→ TASK TO COMPLETE: From the records below, copy out each line that has the word "Línea".

→ EXTRACTED RECORDS:
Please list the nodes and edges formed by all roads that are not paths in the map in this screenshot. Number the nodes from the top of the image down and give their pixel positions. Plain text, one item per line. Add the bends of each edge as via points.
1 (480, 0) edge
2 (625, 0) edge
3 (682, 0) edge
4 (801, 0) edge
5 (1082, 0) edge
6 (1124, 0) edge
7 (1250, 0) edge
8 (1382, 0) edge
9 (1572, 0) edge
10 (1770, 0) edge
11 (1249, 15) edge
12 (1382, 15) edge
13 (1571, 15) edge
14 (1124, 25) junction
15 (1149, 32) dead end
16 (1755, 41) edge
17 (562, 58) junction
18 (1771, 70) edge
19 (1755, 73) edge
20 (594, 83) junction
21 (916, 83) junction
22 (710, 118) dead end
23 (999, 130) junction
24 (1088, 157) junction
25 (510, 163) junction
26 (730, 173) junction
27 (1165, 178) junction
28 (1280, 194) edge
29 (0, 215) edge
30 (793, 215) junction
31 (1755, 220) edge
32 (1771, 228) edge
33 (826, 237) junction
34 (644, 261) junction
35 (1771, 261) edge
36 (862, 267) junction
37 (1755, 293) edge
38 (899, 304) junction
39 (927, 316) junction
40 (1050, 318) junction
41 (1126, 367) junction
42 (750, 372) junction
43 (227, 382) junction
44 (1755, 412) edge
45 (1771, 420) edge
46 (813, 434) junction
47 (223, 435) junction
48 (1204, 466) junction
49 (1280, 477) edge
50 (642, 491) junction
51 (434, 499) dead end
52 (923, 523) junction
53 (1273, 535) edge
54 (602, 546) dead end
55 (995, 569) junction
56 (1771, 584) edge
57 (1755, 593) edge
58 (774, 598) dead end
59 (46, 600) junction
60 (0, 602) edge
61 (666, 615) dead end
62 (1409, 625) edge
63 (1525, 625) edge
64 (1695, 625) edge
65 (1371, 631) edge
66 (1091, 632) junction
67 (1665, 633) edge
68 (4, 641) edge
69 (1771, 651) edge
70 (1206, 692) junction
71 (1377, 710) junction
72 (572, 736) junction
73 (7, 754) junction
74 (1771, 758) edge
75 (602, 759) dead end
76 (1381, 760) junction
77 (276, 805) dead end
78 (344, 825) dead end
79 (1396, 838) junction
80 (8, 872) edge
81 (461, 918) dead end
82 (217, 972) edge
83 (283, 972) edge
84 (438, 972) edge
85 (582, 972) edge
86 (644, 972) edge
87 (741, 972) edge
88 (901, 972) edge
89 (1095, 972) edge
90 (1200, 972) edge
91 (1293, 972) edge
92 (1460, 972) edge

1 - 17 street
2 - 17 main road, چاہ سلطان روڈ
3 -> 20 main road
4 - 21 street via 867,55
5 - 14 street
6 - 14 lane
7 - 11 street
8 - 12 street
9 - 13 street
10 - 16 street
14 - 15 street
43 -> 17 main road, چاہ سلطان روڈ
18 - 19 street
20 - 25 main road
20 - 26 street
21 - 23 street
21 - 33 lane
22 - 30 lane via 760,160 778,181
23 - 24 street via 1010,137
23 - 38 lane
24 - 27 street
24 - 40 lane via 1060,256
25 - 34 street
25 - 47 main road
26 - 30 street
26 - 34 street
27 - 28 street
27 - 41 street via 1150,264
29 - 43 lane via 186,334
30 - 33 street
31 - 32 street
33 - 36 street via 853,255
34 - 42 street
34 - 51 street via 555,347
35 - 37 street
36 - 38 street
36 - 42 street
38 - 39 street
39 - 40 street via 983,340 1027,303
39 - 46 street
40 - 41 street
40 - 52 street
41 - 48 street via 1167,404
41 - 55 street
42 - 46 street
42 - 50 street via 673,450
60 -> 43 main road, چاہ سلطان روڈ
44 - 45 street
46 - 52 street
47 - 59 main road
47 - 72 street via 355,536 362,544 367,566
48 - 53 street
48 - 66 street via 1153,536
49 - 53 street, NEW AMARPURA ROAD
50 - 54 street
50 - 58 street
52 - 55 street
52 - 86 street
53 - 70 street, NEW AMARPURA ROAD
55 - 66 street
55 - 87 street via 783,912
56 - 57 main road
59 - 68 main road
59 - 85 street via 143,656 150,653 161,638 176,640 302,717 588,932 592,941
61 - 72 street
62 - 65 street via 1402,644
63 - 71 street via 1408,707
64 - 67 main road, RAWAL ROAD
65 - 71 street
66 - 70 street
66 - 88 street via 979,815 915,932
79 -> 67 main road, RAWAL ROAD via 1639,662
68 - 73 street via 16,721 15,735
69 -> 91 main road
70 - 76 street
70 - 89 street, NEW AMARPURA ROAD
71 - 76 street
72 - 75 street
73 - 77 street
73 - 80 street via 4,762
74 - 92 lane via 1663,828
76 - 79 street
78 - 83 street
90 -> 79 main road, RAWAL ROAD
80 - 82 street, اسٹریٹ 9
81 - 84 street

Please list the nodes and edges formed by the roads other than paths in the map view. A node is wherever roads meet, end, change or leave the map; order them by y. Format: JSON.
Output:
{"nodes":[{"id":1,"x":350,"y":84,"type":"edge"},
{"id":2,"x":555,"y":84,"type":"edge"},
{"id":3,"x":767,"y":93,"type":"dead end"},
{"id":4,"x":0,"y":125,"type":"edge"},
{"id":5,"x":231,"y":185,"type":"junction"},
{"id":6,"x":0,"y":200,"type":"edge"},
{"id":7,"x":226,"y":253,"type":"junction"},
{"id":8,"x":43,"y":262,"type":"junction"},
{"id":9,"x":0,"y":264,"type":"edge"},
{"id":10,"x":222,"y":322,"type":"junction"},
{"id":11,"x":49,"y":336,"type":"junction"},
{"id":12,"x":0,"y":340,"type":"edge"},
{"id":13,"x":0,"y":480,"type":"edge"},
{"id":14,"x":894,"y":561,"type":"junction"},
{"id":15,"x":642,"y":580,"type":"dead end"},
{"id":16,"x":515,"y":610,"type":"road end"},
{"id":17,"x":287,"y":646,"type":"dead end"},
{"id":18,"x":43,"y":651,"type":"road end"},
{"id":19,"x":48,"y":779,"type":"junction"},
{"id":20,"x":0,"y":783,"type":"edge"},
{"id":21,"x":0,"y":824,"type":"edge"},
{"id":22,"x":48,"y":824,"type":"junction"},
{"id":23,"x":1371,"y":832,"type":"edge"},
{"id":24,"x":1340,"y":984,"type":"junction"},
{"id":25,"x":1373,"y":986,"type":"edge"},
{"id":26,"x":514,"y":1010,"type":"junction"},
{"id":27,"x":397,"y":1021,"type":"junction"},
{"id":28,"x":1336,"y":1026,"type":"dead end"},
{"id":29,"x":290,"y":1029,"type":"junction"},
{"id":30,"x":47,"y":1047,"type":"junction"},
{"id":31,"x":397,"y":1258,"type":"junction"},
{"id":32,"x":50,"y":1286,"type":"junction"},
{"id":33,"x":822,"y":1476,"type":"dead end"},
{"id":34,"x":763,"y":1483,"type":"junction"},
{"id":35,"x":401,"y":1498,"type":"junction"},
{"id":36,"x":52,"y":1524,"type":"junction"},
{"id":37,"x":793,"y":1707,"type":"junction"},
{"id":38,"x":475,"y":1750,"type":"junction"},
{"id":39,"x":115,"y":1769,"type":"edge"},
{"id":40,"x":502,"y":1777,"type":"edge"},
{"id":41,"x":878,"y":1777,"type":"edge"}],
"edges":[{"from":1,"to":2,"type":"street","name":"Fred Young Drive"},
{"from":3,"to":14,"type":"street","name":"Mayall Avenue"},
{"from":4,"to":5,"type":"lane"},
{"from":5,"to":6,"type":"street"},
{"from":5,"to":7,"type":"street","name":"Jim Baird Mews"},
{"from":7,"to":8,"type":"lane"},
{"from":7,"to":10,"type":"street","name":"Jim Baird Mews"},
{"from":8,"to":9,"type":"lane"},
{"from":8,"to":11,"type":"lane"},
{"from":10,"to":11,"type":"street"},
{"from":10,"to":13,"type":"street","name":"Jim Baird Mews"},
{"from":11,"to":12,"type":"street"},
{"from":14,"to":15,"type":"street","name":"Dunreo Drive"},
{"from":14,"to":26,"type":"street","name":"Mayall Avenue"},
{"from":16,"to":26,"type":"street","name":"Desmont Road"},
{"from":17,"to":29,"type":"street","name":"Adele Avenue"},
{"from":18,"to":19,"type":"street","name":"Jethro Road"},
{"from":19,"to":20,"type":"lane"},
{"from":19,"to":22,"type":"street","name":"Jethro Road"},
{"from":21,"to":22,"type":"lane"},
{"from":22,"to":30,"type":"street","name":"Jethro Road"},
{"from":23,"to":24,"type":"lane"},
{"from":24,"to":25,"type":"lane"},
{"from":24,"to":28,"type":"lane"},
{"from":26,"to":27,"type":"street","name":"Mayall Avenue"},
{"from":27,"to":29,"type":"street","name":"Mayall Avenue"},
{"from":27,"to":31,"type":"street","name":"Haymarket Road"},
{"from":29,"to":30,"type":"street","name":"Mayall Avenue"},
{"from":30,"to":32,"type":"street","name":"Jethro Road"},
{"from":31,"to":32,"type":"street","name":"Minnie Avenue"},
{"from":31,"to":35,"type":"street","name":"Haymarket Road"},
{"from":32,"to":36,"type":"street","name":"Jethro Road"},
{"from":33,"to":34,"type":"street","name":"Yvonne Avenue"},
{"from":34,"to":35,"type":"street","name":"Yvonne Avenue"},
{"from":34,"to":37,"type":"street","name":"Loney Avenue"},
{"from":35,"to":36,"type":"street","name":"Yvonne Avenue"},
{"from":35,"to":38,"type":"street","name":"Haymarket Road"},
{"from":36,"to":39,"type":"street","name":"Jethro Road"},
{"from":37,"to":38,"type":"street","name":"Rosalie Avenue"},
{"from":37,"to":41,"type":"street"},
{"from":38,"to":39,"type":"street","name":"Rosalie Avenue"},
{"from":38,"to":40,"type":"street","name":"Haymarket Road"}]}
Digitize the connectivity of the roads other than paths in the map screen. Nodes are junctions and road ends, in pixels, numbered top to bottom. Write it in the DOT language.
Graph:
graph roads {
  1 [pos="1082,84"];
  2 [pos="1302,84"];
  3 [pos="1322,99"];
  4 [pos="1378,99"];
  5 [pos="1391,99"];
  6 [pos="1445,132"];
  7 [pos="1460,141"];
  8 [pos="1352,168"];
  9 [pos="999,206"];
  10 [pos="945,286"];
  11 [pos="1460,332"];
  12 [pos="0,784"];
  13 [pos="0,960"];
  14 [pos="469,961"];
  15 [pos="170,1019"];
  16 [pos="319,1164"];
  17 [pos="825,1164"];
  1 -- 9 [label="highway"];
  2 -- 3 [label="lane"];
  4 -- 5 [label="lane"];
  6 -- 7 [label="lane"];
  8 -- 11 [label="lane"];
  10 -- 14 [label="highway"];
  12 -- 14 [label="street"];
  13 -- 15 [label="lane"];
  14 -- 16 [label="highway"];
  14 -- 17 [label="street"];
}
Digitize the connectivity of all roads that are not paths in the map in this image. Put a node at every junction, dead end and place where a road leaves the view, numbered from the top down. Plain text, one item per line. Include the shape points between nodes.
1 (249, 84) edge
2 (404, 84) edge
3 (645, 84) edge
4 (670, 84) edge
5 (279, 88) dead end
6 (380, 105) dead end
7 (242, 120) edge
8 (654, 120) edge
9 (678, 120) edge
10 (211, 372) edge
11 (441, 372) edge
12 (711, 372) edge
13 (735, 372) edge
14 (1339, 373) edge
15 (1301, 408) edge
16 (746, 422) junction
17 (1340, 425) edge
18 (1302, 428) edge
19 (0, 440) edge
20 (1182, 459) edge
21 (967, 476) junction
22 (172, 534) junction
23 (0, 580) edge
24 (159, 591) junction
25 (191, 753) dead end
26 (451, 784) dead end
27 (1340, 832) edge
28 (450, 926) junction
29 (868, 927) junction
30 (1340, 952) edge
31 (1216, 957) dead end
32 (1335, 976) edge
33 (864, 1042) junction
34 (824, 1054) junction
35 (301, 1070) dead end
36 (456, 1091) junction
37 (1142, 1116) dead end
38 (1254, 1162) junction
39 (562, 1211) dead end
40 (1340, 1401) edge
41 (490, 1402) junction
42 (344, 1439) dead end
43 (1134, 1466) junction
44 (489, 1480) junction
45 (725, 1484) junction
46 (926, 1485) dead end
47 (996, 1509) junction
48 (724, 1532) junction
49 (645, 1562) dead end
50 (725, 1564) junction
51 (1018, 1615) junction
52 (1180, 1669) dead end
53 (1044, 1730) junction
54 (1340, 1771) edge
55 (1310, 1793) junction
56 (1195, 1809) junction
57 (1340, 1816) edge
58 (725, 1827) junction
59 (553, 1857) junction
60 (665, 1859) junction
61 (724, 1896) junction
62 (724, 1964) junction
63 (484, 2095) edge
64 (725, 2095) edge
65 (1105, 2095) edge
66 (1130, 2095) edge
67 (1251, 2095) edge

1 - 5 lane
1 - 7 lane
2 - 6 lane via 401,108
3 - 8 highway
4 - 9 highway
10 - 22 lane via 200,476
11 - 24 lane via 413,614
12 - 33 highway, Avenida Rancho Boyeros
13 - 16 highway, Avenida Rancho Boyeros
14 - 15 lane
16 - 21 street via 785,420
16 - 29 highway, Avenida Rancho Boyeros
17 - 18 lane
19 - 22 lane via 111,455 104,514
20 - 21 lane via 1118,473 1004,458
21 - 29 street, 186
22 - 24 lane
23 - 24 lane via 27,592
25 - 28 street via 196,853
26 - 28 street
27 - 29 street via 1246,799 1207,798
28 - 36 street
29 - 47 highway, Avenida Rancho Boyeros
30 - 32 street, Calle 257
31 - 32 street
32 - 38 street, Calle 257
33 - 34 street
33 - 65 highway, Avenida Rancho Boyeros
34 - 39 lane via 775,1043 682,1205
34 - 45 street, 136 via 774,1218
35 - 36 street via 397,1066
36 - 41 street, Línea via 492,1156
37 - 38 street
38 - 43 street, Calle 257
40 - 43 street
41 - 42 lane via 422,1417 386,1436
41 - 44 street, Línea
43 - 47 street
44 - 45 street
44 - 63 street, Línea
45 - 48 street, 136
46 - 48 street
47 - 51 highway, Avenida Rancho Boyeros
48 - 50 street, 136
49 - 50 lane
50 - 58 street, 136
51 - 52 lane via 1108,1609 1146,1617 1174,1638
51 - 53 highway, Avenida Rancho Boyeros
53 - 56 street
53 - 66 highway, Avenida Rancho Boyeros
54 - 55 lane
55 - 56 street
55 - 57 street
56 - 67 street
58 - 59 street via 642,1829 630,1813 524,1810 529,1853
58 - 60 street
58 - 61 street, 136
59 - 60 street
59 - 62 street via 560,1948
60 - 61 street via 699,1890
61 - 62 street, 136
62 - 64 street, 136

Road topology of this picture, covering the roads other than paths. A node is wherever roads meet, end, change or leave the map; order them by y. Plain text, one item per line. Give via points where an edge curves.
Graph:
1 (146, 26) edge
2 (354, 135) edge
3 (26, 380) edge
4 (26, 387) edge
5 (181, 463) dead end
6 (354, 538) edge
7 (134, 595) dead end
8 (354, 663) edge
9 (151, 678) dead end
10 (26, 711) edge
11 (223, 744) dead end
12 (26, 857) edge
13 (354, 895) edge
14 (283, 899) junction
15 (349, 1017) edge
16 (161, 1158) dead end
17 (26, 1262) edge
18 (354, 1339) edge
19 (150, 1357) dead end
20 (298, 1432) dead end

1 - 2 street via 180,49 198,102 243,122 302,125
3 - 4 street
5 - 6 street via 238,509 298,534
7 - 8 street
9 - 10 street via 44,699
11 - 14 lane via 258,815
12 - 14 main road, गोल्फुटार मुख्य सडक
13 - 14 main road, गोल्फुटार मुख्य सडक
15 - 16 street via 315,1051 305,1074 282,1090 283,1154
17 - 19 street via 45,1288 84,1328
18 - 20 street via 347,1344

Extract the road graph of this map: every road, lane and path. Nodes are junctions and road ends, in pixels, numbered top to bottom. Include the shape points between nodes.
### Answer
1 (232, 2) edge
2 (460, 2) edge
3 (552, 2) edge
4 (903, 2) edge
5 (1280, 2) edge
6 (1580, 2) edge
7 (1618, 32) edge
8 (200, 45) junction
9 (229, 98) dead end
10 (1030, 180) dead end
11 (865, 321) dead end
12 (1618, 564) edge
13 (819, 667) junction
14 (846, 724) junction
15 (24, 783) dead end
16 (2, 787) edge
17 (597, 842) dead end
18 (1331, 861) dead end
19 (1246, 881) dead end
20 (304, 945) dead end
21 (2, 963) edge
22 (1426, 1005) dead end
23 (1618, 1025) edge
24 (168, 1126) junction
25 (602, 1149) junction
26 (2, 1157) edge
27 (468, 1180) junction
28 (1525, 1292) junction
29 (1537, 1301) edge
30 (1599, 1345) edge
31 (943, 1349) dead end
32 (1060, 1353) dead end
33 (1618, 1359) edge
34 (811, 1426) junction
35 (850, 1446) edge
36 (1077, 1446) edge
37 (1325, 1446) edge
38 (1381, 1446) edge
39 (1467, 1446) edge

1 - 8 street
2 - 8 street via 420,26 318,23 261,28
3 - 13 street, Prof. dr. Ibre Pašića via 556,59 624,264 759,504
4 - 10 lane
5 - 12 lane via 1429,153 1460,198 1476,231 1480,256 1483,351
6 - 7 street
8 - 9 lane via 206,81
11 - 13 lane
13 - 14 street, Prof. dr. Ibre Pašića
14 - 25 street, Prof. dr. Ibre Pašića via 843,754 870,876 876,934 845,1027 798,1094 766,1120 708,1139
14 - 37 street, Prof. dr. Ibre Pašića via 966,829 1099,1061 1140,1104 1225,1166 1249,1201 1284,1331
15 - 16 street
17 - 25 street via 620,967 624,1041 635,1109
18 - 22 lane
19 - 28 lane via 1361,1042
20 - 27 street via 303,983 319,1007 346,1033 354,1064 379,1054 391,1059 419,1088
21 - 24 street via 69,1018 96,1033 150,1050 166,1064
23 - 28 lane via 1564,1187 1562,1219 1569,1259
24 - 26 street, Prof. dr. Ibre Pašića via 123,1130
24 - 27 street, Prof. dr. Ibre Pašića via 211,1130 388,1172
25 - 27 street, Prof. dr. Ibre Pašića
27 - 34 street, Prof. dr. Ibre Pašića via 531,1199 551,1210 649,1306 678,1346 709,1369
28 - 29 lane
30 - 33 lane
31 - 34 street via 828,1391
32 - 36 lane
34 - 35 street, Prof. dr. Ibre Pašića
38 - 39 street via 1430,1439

→ OUTPUT FOR THIS EXERCISE:
36 - 41 street, Línea via 492,1156
41 - 44 street, Línea
44 - 63 street, Línea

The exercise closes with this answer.